De alguns sinais seguros, os quais um ser humano pode sentir, se ele for chamado por Deus para trabalhar nesta obra.
  1. Todos aqueles que lêem, ou ouvem ler, ou ainda falar, da matéria deste livro, e que a quando dessa leitura ou audição pensam que é uma coisa boa, e que lhes assenta: eles não são por isso chamados por Deus para trabalharem nesta obra, devido apenas a esse movimento de complacência sentido neles próprios durante o tempo e o momento da leitura. Porque pode muito bem acontecer que da curiosidade da inteligência natural lhes tenha vindo esse movimento, bem mais do que de algum chamamento da graça (de Deus).
  2. Mas se eles querem sentir de onde vem esse movimento, eles podem-no como se segue, se eles quiserem. E primeiro, que eles vejam se eles fizeram tudo o que estava neles previamente, a fim de se tornarem capazes duma purificação das suas almas perante o julgamento da santa Igreja e de acordo com o diretor espiritual deles.
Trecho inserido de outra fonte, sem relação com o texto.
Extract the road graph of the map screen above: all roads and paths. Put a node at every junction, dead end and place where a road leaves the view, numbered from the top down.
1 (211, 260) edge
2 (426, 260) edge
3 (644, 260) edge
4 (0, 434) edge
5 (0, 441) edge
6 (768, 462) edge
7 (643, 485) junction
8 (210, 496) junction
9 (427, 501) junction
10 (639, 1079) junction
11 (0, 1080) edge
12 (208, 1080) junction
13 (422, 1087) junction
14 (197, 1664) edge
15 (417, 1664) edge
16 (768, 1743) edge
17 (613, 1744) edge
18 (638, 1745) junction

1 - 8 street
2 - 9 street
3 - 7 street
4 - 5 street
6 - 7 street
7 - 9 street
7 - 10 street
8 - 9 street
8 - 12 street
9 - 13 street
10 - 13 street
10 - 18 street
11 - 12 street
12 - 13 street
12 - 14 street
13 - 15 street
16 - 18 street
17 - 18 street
Se acontecer assim, tanto melhor; mas se eles o querem conhecer mais de perto, que eles vejam se esse movimento é sempre mais instante à recordação deles, e mais habitual do que qualquer outro em todas as formas de exercício espiritual. E se lhes parece que não há nenhum tipo de coisa que eles façam, corporalmente ou espiritualmente, que seja suficiente e satisfatória, perante o testemunho da consciência deles, a menos que seja esse insignificante ardor secreto de amor, de uma maneira espiritual, a capital e primeira de todas as obras deles: então, se tal é o sentimento deles, é esse um sinal de que eles são chamados por Deus para esta obra, e de outro modo seguramente que não.
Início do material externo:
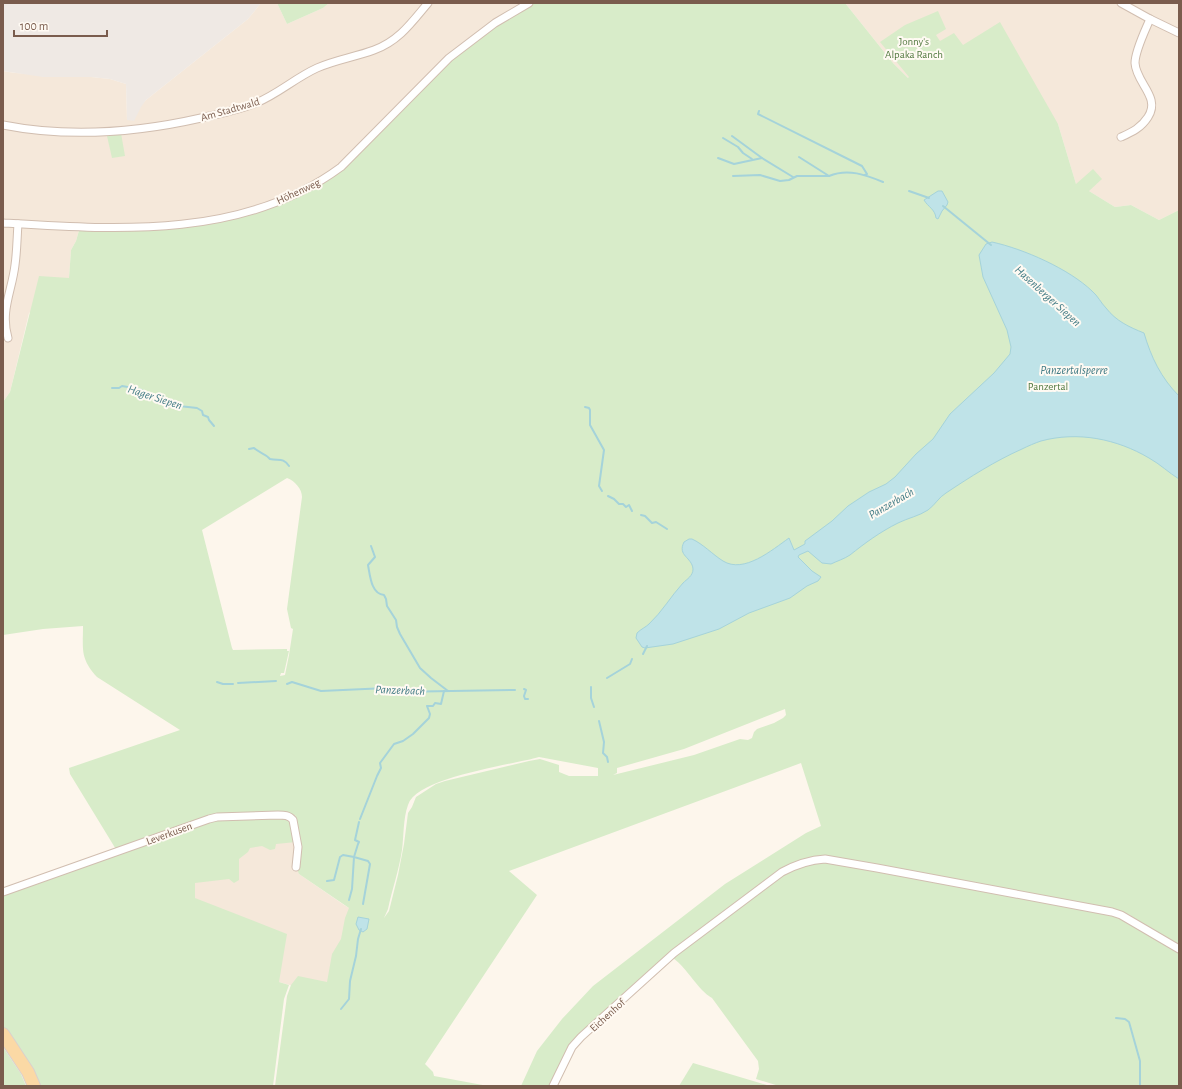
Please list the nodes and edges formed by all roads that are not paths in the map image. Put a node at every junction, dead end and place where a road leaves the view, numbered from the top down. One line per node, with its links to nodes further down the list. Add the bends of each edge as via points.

  3. Eu não digo que ele deve sempre durar e habitar continuamente no espírito deles todos, aqueles que são chamados a trabalhar nesta obra. De forma nenhuma, porque não é assim. E num jovem aprendiz espiritual nesta obra, muitas vezes o sentimento imediato desta retira-se, por diversas causas e razões. Por vezes, é porque lhe é tirado (por Deus) afim de que ele não meta aí demasiada presunção e não se ponha a imaginar que está em seu poder, em grande parte, o tê-lo quando lhe agrada e como lhe agrada. E esta ideia não seria senão orgulho. Ora, quando é retirado (por Deus) o sentimento da graça, a causa é sempre o orgulho: não sempre o orgulho que estaria lá, mas o orgulho que poderia estar, se não fosse retirado esse sentimento da graça. E é assim que frequentemente, tais jovens loucos, imaginam que Deus é inimigo deles, quando precisamente Ele é amigo deles todo inteiramente.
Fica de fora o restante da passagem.